On Thu, Jan 12, 2023 at 04:55:26PM +1300, Michael Schmitz wrote:
Previous version of patch 1 did overwrite a syscall return value that was changed by ptrace or seccomp (in regs->d0) by -ENOSYS when skipping a syscall. Branch directly to ret_from_syscall instead of falling through to badsys (which must set -ENOSYS). I'm sure this can be done more elegantly. Patch 3 used the wrong struct definition for ARCH_REGS - the kernel ptrace code copies 19 registers (from syscall stack and switch_stack, pt_regs only contains the 14 from the syscall stack).

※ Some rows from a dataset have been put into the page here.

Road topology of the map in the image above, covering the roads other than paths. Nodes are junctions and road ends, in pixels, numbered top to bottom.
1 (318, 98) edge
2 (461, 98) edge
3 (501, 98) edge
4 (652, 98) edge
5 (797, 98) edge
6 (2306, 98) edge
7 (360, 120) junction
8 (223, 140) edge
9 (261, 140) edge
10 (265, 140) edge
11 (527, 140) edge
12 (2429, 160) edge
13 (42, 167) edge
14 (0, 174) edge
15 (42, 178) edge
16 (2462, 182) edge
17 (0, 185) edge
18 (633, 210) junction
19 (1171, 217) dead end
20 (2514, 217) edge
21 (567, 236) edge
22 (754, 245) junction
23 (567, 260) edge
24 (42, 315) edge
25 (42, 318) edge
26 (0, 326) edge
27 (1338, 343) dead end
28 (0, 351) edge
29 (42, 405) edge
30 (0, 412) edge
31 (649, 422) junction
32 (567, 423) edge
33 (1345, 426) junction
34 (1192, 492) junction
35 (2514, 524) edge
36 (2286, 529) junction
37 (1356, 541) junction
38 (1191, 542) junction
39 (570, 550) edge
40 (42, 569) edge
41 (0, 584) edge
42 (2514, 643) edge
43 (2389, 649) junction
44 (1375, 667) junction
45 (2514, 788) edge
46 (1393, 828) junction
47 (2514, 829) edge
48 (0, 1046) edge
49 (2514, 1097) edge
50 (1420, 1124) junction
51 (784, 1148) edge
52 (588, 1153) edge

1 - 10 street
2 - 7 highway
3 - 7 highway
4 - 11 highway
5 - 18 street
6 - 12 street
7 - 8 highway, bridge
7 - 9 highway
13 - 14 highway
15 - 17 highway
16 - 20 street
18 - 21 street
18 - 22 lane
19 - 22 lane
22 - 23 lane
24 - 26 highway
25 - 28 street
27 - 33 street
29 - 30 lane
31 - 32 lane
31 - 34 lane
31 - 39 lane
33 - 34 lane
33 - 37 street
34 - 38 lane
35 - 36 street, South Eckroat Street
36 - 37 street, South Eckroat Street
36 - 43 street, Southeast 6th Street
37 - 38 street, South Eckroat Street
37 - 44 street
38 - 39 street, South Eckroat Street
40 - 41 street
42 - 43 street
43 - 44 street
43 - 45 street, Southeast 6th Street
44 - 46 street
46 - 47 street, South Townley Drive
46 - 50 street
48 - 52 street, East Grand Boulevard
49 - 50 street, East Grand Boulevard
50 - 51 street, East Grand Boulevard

Stack overflow ensues.
Hi, Thanks for expanding seccomp support to m68k! I happened to see this land in Linus's tree, but it was news to me that it was under development. Please use scripts/get_maintainers.pl in the future: SECURE COMPUTING M: Kees Cook <keescook@xxxxxxxxxxxx> R: Andy Lutomirski <luto@xxxxxxxxxxxxxx> R: Will Drewry <wad@xxxxxxxxxxxx> S: Supported T: git git://git.kernel.org/pub/scm/linux/kernel/git/kees/linux.git for-next/seccomp F: Documentation/userspace-api/seccomp_filter.rst F: include/linux/seccomp.h F: include/uapi/linux/seccomp.h F: kernel/seccomp.c F: tools/testing/selftests/kselftest_harness.h F: tools/testing/selftests/seccomp/* K: \bsecure_computing K: \bTIF_SECCOMP\b
With these changes, 79 of 94 seccomp_bpf tests now succeed.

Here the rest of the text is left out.